Env overrides: BIRDNET_CONFIG, BIRDNET_THRESHOLD, BIRDNET_MODEL_PATH, BIRDNET_LABELS_PATH, BIRDNET_DB_PATH.

HTTP surface

Route Description
POST /api/list_detections #[server] function — recent detections (JSON)
POST /api/search_detections #[server] function — search by name / species code
POST /api/review_detection #[server] function — mark correct / false-positive
POST /api/list_audio_devices / set_audio_device #[server] functions — input device list / switch
GET /stream live SSE: detection + audio + live (best-guess) events
GET /media/clip/{id} the WAV clip
GET /media/spectrogram/{id} clip rendered as a spectrogram PNG
GET / , /pkg/* SSR dashboard + WASM/JS/CSS bundle

Tests

cargo test                  # server-side unit + route tests (default `ssr` feature)
cargo leptos build          # full fullstack build (server + WASM + bundle)

# End-to-end inference test (needs the converted model on disk):
BIRDNET_TEST_MODEL=models/BirdNET_GLOBAL_6K_V2.4.onnx \
BIRDNET_TEST_LABELS=models/BirdNET_GLOBAL_6K_V2.4_Labels_en_us.txt \
  cargo test -- --ignored

Status / roadmap

Implemented: soundcard capture, resampling, windowing, ONNX inference, confidence/dynamic/false-positive filtering, location/date range filter, eBird taxonomy (species codes), SQLite storage, clip export, clip retention, clip + live spectrograms, a live audio monitor (VU meter + scrolling spectrogram), a Leptos (WASM) dashboard with live SSE updates, detection search, review (mark correct / false-positive), MQTT publishing (+ Home Assistant discovery), BirdWeather upload, and a species-image provider (Wikipedia, cached) shown in the detection list.

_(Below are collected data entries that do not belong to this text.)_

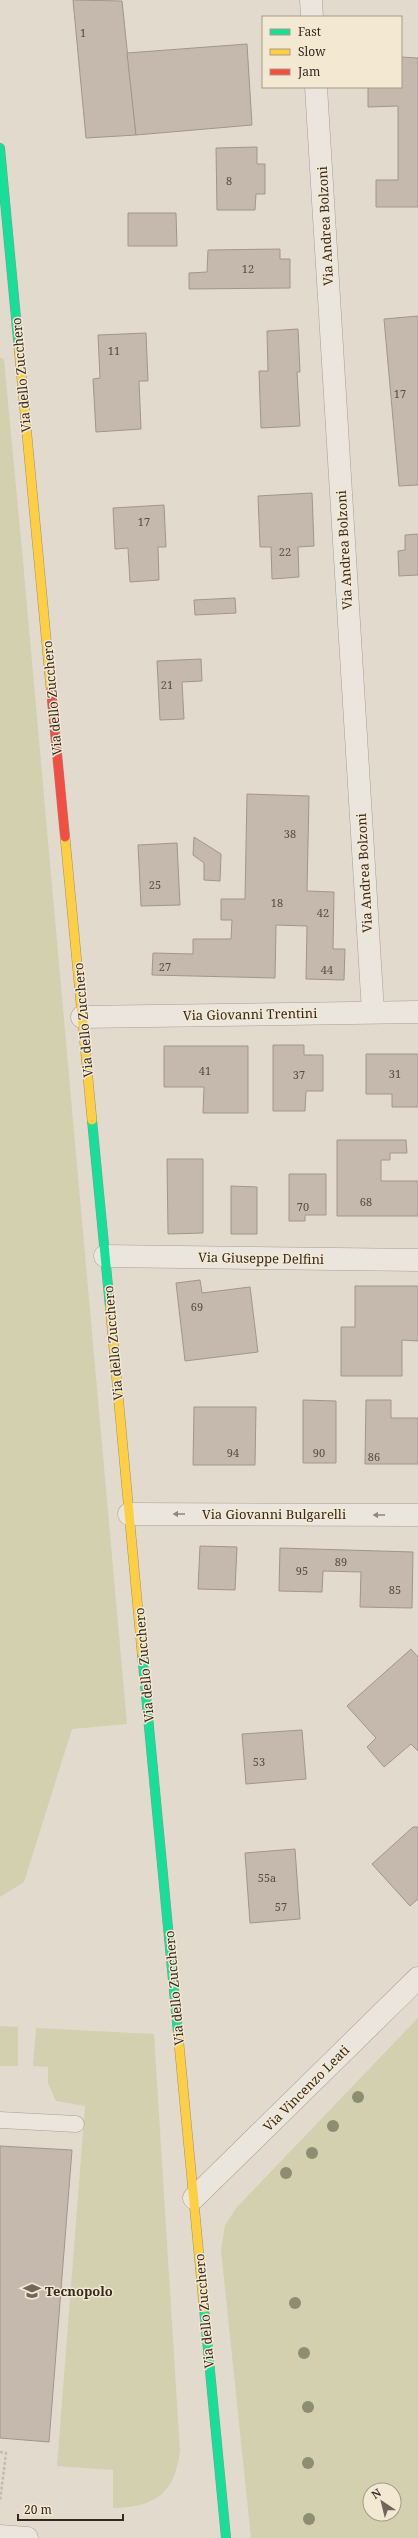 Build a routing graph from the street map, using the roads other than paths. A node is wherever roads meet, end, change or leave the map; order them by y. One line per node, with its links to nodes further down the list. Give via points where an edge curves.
1 (311, 0): 2 (street)
2 (312, 16)
3 (316, 88): 5 (street, Via Andrea Bolzoni)
4 (0, 148): 7 (street, Via dello Zucchero)
5 (372, 1012): 6 (street, Via Giovanni Trentini); 7 (street, Via Giovanni Trentini)
6 (418, 1012)
7 (82, 1017): 8 (street, Via dello Zucchero)
8 (105, 1256): 9 (street, Via Giuseppe Delfini); 10 (street, Via dello Zucchero)
9 (418, 1260)
10 (129, 1514): 11 (street, Via Giovanni Bulgarelli, one-way to 10); 15 (street, Via dello Zucchero)
11 (418, 1515)
12 (418, 1978): 15 (street, Via Vincenzo Leati)
13 (0, 2120): 14 (lane)
14 (76, 2124)
15 (194, 2198): 18 (street, Via dello Zucchero)
16 (0, 2536): 17 (street)
17 (28, 2538)
18 (226, 2538) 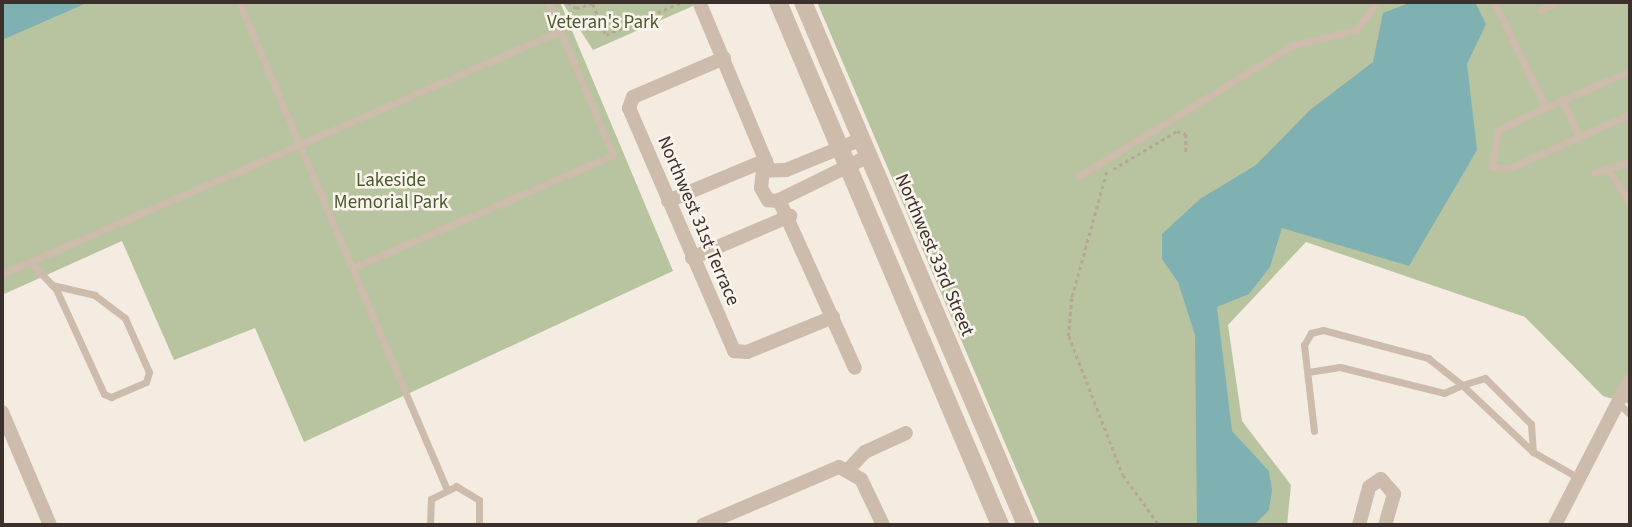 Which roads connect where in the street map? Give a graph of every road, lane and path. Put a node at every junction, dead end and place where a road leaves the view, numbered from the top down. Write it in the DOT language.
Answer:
graph roads {
  1 [pos="239,2"];
  2 [pos="548,2"];
  3 [pos="568,2"];
  4 [pos="669,2"];
  5 [pos="682,2"];
  6 [pos="778,2"];
  7 [pos="803,2"];
  8 [pos="1377,2"];
  9 [pos="1494,2"];
  10 [pos="1559,2"];
  11 [pos="595,3"];
  12 [pos="700,4"];
  13 [pos="671,7"];
  14 [pos="1540,10"];
  15 [pos="560,31"];
  16 [pos="724,58"];
  17 [pos="1630,71"];
  18 [pos="1562,99"];
  19 [pos="1546,107"];
  20 [pos="1630,114"];
  21 [pos="1578,136"];
  22 [pos="862,139"];
  23 [pos="299,144"];
  24 [pos="840,148"];
  25 [pos="1186,155"];
  26 [pos="869,156"];
  27 [pos="1630,162"];
  28 [pos="847,165"];
  29 [pos="772,166"];
  30 [pos="1608,169"];
  31 [pos="1594,173"];
  32 [pos="1079,176"];
  33 [pos="785,196"];
  34 [pos="668,201"];
  35 [pos="1630,204"];
  36 [pos="790,216"];
  37 [pos="692,258"];
  38 [pos="29,261"];
  39 [pos="352,268"];
  40 [pos="2,274"];
  41 [pos="52,285"];
  42 [pos="833,317"];
  43 [pos="855,368"];
  44 [pos="1308,372"];
  45 [pos="1630,379"];
  46 [pos="1462,385"];
  47 [pos="1618,403"];
  48 [pos="2,412"];
  49 [pos="1630,414"];
  50 [pos="1314,431"];
  51 [pos="906,433"];
  52 [pos="1533,452"];
  53 [pos="848,470"];
  54 [pos="1579,478"];
  55 [pos="446,487"];
  56 [pos="50,525"];
  57 [pos="430,525"];
  58 [pos="478,525"];
  59 [pos="703,525"];
  60 [pos="883,525"];
  61 [pos="1000,525"];
  62 [pos="1026,525"];
  63 [pos="1159,525"];
  64 [pos="1359,525"];
  65 [pos="1385,525"];
  66 [pos="1555,525"];
  1 -- 23 [label="lane"];
  2 -- 15 [label="lane"];
  3 -- 11 [label="path"];
  4 -- 13 [label="path"];
  5 -- 13 [label="path"];
  6 -- 24 [label="street"];
  7 -- 22 [label="street, Northwest 33rd Street"];
  8 -- 32 [label="lane"];
  9 -- 19 [label="lane"];
  10 -- 14 [label="lane"];
  11 -- 13 [label="path"];
  12 -- 16 [label="street"];
  15 -- 23 [label="lane"];
  15 -- 39 [label="lane"];
  16 -- 29 [label="street"];
  16 -- 34 [label="street, Northwest 31st Terrace"];
  17 -- 18 [label="lane"];
  18 -- 19 [label="lane"];
  18 -- 21 [label="lane"];
  19 -- 21 [label="lane"];
  20 -- 21 [label="lane"];
  22 -- 24 [label="street"];
  22 -- 26 [label="street, Northwest 33rd Street"];
  23 -- 38 [label="lane"];
  23 -- 39 [label="lane"];
  24 -- 28 [label="street"];
  24 -- 29 [label="street"];
  25 -- 63 [label="path"];
  26 -- 28 [label="street"];
  26 -- 62 [label="street, Northwest 33rd Street"];
  27 -- 30 [label="lane"];
  28 -- 33 [label="street"];
  28 -- 61 [label="street"];
  29 -- 33 [label="street"];
  29 -- 33 [label="street"];
  29 -- 34 [label="street"];
  30 -- 31 [label="lane"];
  30 -- 35 [label="lane"];
  33 -- 36 [label="street"];
  34 -- 37 [label="street, Northwest 31st Terrace"];
  36 -- 37 [label="street"];
  36 -- 42 [label="street"];
  37 -- 42 [label="street, Northwest 31st Terrace"];
  38 -- 40 [label="lane"];
  38 -- 41 [label="lane"];
  39 -- 55 [label="lane"];
  41 -- 41 [label="lane"];
  42 -- 43 [label="street"];
  44 -- 46 [label="lane"];
  44 -- 46 [label="lane"];
  44 -- 50 [label="lane"];
  45 -- 47 [label="street"];
  46 -- 52 [label="lane"];
  46 -- 52 [label="lane"];
  47 -- 49 [label="lane"];
  47 -- 54 [label="street"];
  48 -- 56 [label="street"];
  51 -- 53 [label="street"];
  52 -- 54 [label="lane"];
  53 -- 59 [label="street"];
  53 -- 60 [label="street"];
  54 -- 66 [label="street"];
  55 -- 57 [label="lane"];
  55 -- 58 [label="lane"];
  64 -- 65 [label="street"];
}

Planned: RTSP & multiple sources, Perch/Bat models, notifications, weather, auth/OIDC, MySQL/Postgres.

Integrations

Enable in config.yaml (all off by default except the image provider):

mqtt:
  enabled: false
  broker: mqtt://localhost:1883     # mqtts:// for TLS
  topic: birdnet-rs/detections
  username: ""
  password: ""
  retain: false
  qos: 1
  home_assistant: { enabled: false, discovery_prefix: homeassistant, device_name: BirdNET-RS }
birdweather:
  enabled: false
  id: ""                 # BirdWeather station token
  threshold: 0.7
  location_accuracy: 500 # GPS fuzz radius (m); also set birdnet.latitude/longitude
imageprovider:
  enabled: true
  cache_dir: images
  ttl_days: 30

BirdWeather encodes each soundscape to loudness-normalized FLAC via ffmpeg (EBU R128, −23 LUFS) — ffmpeg must be on PATH. MQTT publishes a JSON message per detection (+ an online/offline status and an HA discovery sensor). The image provider resolves species -> a free Wikipedia thumbnail, caches it under cache_dir, and the dashboard shows it (served via /media/image/{id}).